Op het moment van schrijven van deze blog geniet ik van een uitzicht op een mooie tropische tuin met een fonkelend blauw zwembad, strak blauwe lucht met stralende zon, het gezang van de meest bijzondere vogels op de achtergrond én mijn betere helft naast me. We genieten van een paar dagen weg bij een B&B, cadeau gedaan door vriendinnen.

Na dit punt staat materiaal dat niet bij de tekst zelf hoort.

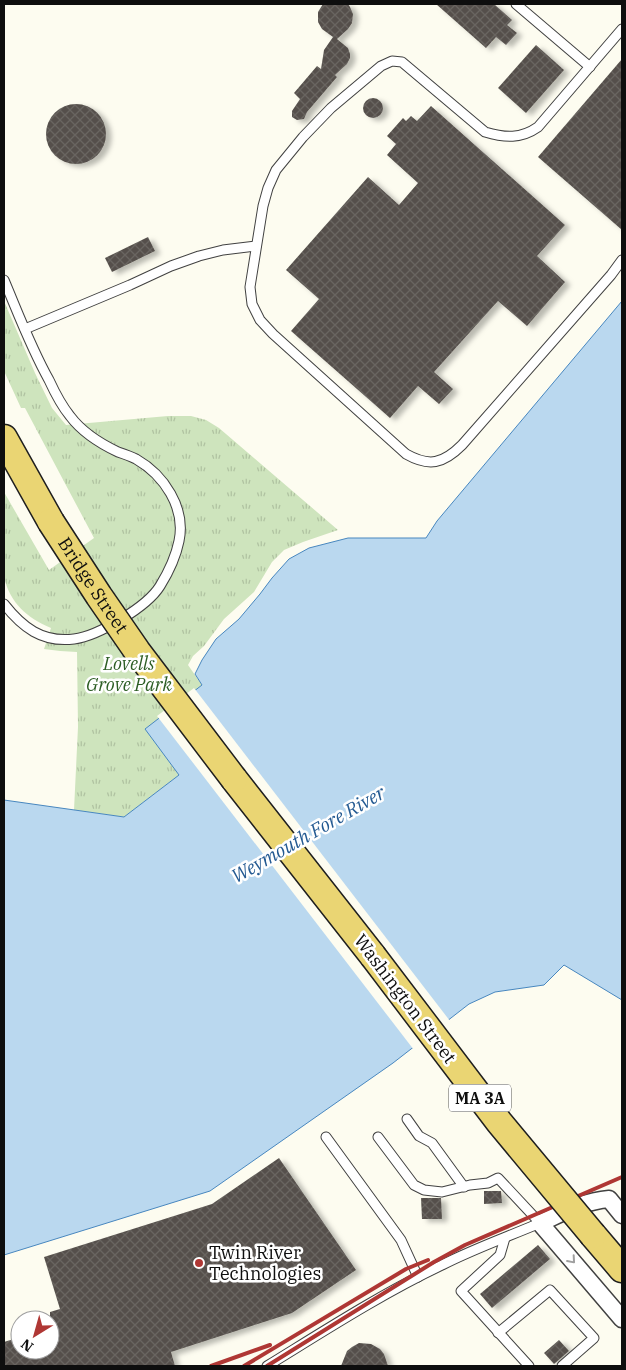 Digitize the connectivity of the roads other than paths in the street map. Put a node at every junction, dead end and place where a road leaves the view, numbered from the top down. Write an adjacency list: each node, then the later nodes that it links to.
1 (516, 4): 3 (lane)
2 (622, 29): 3 (lane)
3 (590, 67): 4 (lane)
4 (256, 246): 5 (lane); 7 (lane)
5 (622, 260)
6 (4, 280): 7 (lane)
7 (25, 329): 9 (lane)
8 (4, 438): 10 (main road, Bridge Street / MA 3A, bridge)
9 (4, 604)
10 (286, 843): 18 (main road, Washington Street / MA 3A, bridge)
11 (406, 1119): 14 (lane)
12 (326, 1137): 19 (lane)
13 (378, 1137): 14 (lane)
14 (464, 1187): 16 (lane)
15 (622, 1214): 16 (street)
16 (540, 1223): 17 (lane); 20 (street, one-way to 20)
17 (504, 1238): 19 (lane); 21 (lane)
18 (622, 1269)
19 (418, 1277): 22 (lane)
20 (622, 1319)
21 (498, 1333): 23 (lane); 24 (lane)
22 (267, 1366)
23 (529, 1366)
24 (562, 1366) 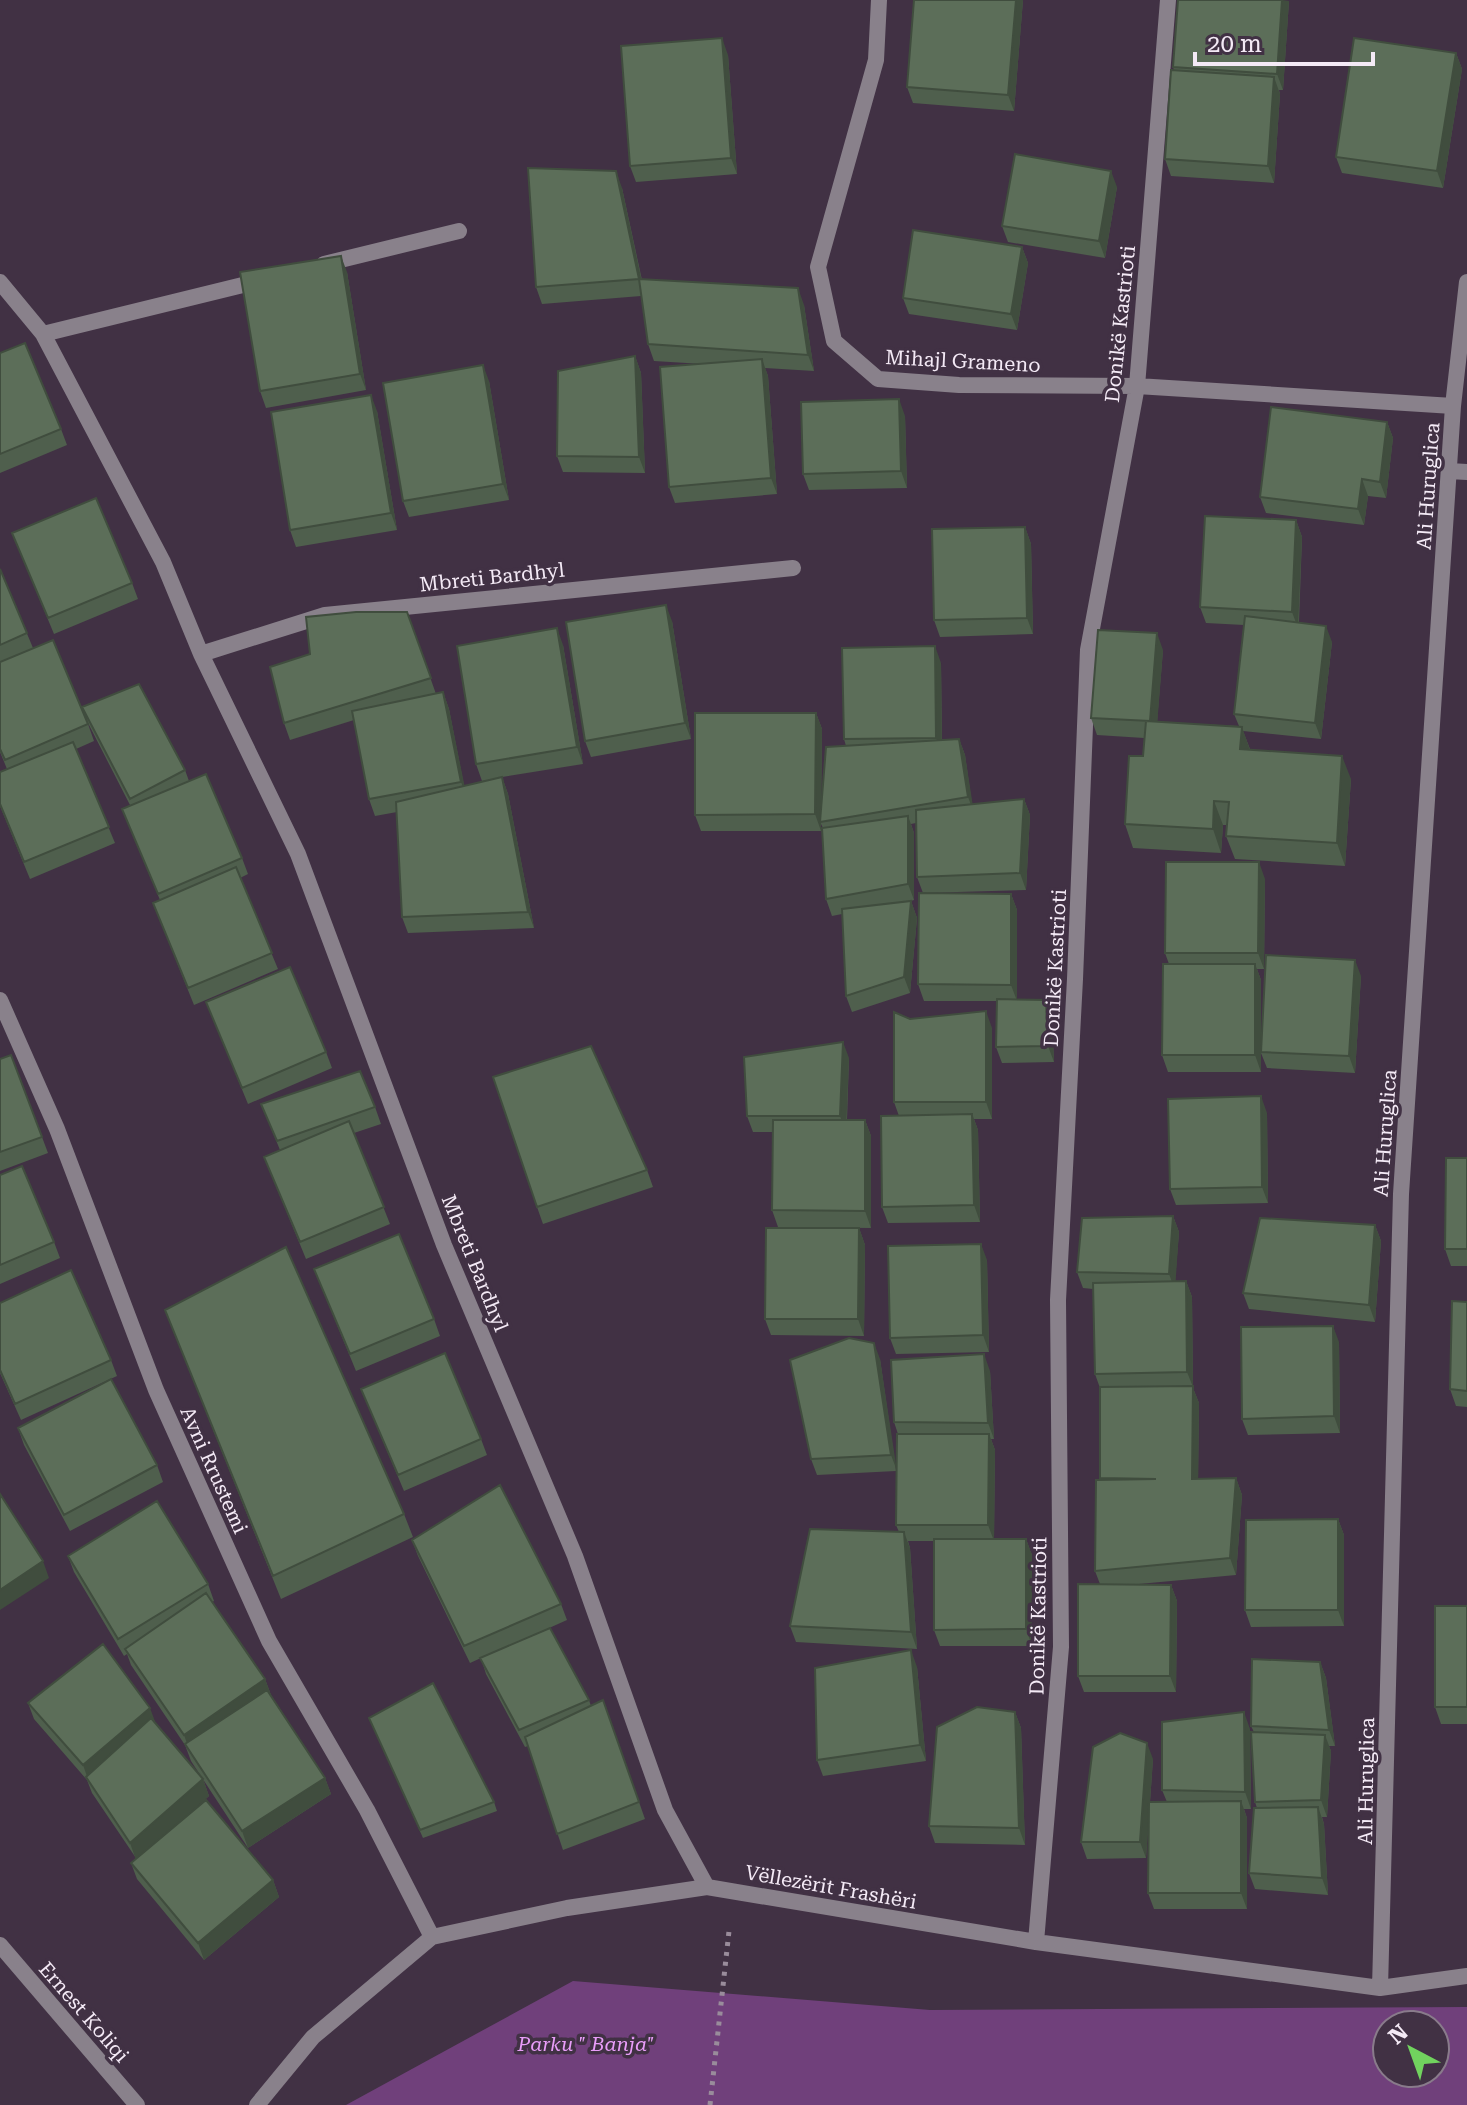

Het regenseizoen is inmiddels een paar weken achter ons en de luchtvochtigheid is daarmee ook gedaald waardoor de gevoelstemperatuur weer op het normale niveau komt van 30-35 graden in plaats van ruim boven de 40. Ik ben blij dat ik na al die hete maanden eindelijk weer wat meer energie heb. Door alles wat er de afgelopen tijd gebeurd is waren we wel aan wat rust toe. Thuis is het lastig om die rust te krijgen omdat ons huis een zoete inval is. Best leuk hoor maar toch ook nog steeds wel wennen voor mij als Nederlander om op elk moment bezoek en (veel) logés te krijgen. Met Arnest gaat het redelijk goed, waar we erg dankbaar voor zijn. Hij heeft nog pijn maar het is houdbaar. Lokale medicatie (boomschors van een specifieke boom, opgelost in water) geeft wat verlichting van de klachten voor nu. Volgende week donderdag 10 december hoopt Arnest eindelijk de colonscopie te krijgen. We hopen dat duidelijk zal worden wat de oorzaak van de klachten is, zodat er wellicht wat aan gedaan kan worden. Alles in het besef dat er maar één Heelmeester is.
Bijbelschool
Zoals ik in een eerdere blog al eens genoemd heb, volgen we met een aantal jongeren van de gemeente een bijbelschool. Vanwege corona heeft het, nadat het een tijdje online geprobeerd werd, een paar maanden stil gelegen maar sinds een aantal weken kunnen we weer elke zaterdag naar school. Vóór corona hebben we de studie over de Romeinenbrief afgerond. Deze weken zijn we bezig met ‘dispensaties’. Het is heel belangrijk om, als we de Bijbel bestuderen, te weten hoe we bijvoorbeeld verbonden, gebeurtenissen etc. moeten plaatsen. Wat in veel kerken in Gambia namelijk gebeurt is dat de dispensatie van de wet vermengd wordt met de dispensatie van de genade wat ervoor zorgt dat veel kerken zich vaak nog vasthouden aan wetten en regels uit het Oude Testament. Tijdens dit onderdeel van de studie leren we de verschillende tijden (economieën / dispensaties) juist te vertalen naar nu. Erg leerzaam!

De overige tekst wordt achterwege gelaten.